Unfortunately, these data did not allow to calculate the cost-effectiveness and cost–utility ratio of early mobilization, as there was no statistically significant difference in health-related quality of life at 1-year follow-up between both groups. On the other hand, there is no relevance in performing a cost-effectiveness or cost–utility analysis for a treatment that leads to earlier functional recovery at almost half the costs per patient (€3449 less expensive).

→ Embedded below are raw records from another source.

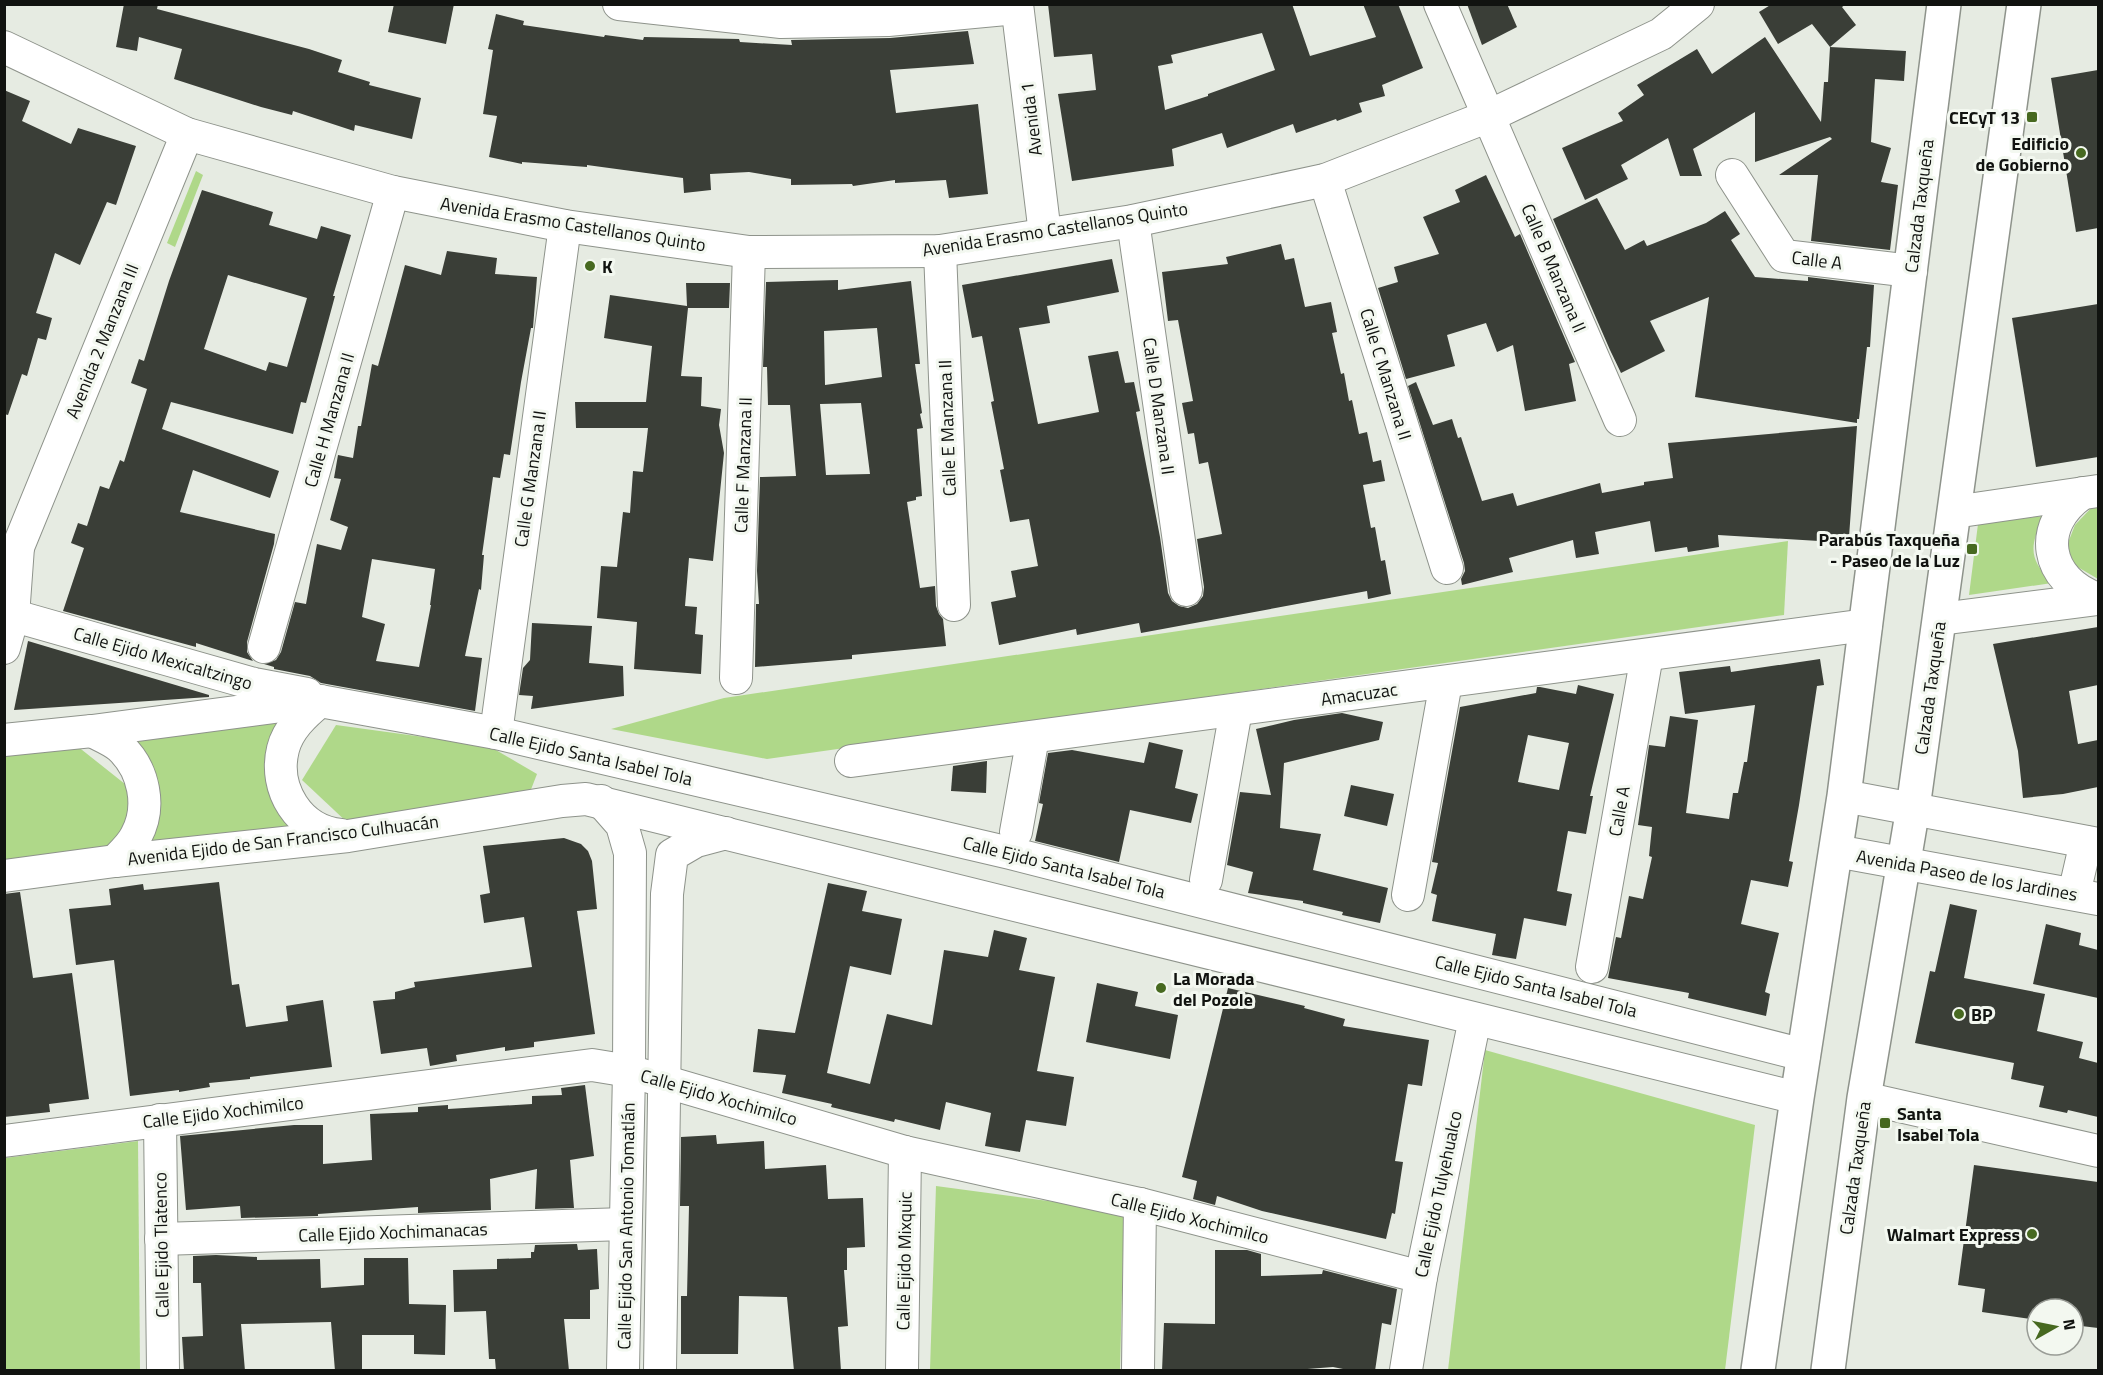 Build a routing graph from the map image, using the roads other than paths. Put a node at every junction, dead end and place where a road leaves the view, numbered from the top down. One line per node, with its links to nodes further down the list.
1 (619, 4): 6 (street)
2 (1440, 4): 8 (street, Calle B Manzana II)
3 (1698, 4): 8 (street, Avenida Erasmo Castellanos Quinto)
4 (1944, 4): 18 (main road, Calzada Taxqueña)
5 (2024, 4): 21 (main road, Calzada Taxqueña)
6 (1017, 6): 15 (street, Avenida 1)
7 (4, 47): 9 (street, Avenida Erasmo Castellanos Quinto)
8 (1489, 116): 11 (street, Avenida Erasmo Castellanos Quinto); 19 (street, Calle B Manzana II)
9 (187, 134): 12 (street, Avenida Erasmo Castellanos Quinto); 22 (street, Avenida 2 Manzana III)
10 (1731, 175): 18 (street, Calle A)
11 (1325, 180): 13 (street, Avenida Erasmo Castellanos Quinto); 23 (street, Calle C Manzana II)
12 (393, 192): 14 (street, Avenida Erasmo Castellanos Quinto); 30 (street, Calle H Manzana II)
13 (1133, 221): 15 (street, Avenida Erasmo Castellanos Quinto); 24 (street, Calle D Manzana II)
14 (565, 226): 17 (street, Avenida Erasmo Castellanos Quinto); 38 (street, Calle G Manzana II)
15 (1045, 234): 16 (street, Avenida Erasmo Castellanos Quinto)
16 (940, 251): 17 (street, Avenida Erasmo Castellanos Quinto); 26 (street, Calle E Manzana II)
17 (749, 252): 33 (street, Calle F Manzana II)
18 (1911, 271): 29 (main road, Calzada Taxqueña)
19 (1620, 420)
20 (2091, 492): 21 (street); 25 (street)
21 (1954, 512): 28 (main road, Calzada Taxqueña)
22 (11, 558): 27 (street, Avenida 2 Manzana III)
23 (1447, 568)
24 (1186, 590)
25 (2098, 599): 28 (street)
26 (954, 605)
27 (9, 614): 31 (street, Avenida 2 Manzana III); 35 (street, Calle Ejido Mexicaltzingo)
28 (1940, 619): 44 (main road, Calzada Taxqueña)
29 (1866, 625): 32 (street, Amacuzac); 42 (main road, Calzada Taxqueña)
30 (264, 647)
31 (4, 648)
32 (1647, 655): 34 (street, Amacuzac); 56 (street, Calle A)
33 (736, 678)
34 (1446, 682): 36 (street, Amacuzac); 54 (street)
35 (320, 701): 37 (street); 38 (street, Calle Ejido Santa Isabel Tola); 47 (street)
36 (1236, 710): 39 (street, Amacuzac); 53 (street)
37 (92, 731): 40 (street); 50 (street)
38 (496, 733): 58 (street, Calle Ejido Santa Isabel Tola)
39 (1032, 737): 41 (street, Amacuzac); 45 (street)
40 (4, 740)
41 (850, 761)
42 (1845, 796): 44 (street); 49 (main road, Calzada Taxqueña)
43 (601, 801): 46 (street); 47 (street, Avenida Ejido de San Francisco Culhuacán); 59 (street, Calle Ejido San Antonio Tomatlán)
44 (1913, 808): 48 (street); 51 (main road, Calzada Taxqueña)
45 (1016, 832)
46 (726, 833): 57 (street); 60 (street, Calle Ejido San Antonio Tomatlán)
47 (348, 836): 50 (street, Avenida Ejido de San Francisco Culhuacán)
48 (2092, 843): 55 (street)
49 (1836, 851): 51 (street, Avenida Paseo de los Jardines); 58 (main road, Calzada Taxqueña)
50 (115, 861): 52 (street, Avenida Ejido de San Francisco Culhuacán)
51 (1905, 864): 55 (street, Avenida Paseo de los Jardines); 62 (main road, Calzada Taxqueña)
52 (4, 876)
53 (1206, 880)
54 (1408, 895)
55 (2086, 897)
56 (1592, 967)
57 (1475, 1019): 61 (street); 70 (street, Calle Ejido Tulyehualco)
58 (1804, 1055): 61 (main road, Calzada Taxqueña)
59 (629, 1071): 60 (street, Calle Ejido Xochimilco); 63 (street, Calle Ejido Xochimilco); 68 (street, Calle Ejido San Antonio Tomatlán)
60 (663, 1081): 66 (street, Calle Ejido Xochimilco); 73 (street, Calle Ejido San Antonio Tomatlán)
61 (1797, 1098): 77 (main road, Calzada Taxqueña)
62 (1864, 1098): 65 (street); 78 (main road, Calzada Taxqueña)
63 (160, 1120): 64 (street, Calle Ejido Xochimilco); 69 (street, Calle Ejido Tlatenco)
64 (4, 1141)
65 (2098, 1151)
66 (905, 1152): 67 (street, Calle Ejido Xochimilco); 74 (street, Calle Ejido Mixquic)
67 (1140, 1204): 70 (street, Calle Ejido Xochimilco); 75 (street)
68 (625, 1224): 69 (street, Calle Ejido Xochimanacas); 72 (street, Calle Ejido San Antonio Tomatlán)
69 (160, 1239): 71 (street, Calle Ejido Tlatenco)
70 (1421, 1276): 76 (street, Calle Ejido Tulyehualco)
71 (163, 1371)
72 (623, 1371)
73 (660, 1371)
74 (902, 1371)
75 (1138, 1371)
76 (1406, 1371)
77 (1758, 1371)
78 (1828, 1371)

A strength of this study is the data completeness. All data were prospectively collected during the entire rehabilitation process, thus giving a truthful reflection of the actual total costs following a simple elbow dislocation. The incidence rate of elbow dislocations in the Netherlands is 5.6 (per 100,000 person years) [2]. The difference of €3449 in total costs was not statistically significant, but changing treatment protocols for simple elbow dislocations could, in the current Dutch population (16.8 million persons, source: https://www.cbs.nl/nl-NL/menu/cijfers/default.htm, last update April 2014), reduce the care costs by at least 3.2 million euro per year, supporting the societal relevance of early mobilization.

Conclusion

The results of this study show that early mobilization of adult patients with a simple elbow dislocation leads to earlier resumption of activities of daily living and work, which might reduce costs by approximately 50%. The results of the FuncSiE trial provided clinical evidence supporting early mobilization after simple elbow dislocations. Current analysis proved that early mobilization should also be the treatment of choice for this injury from a socio-economic point of view.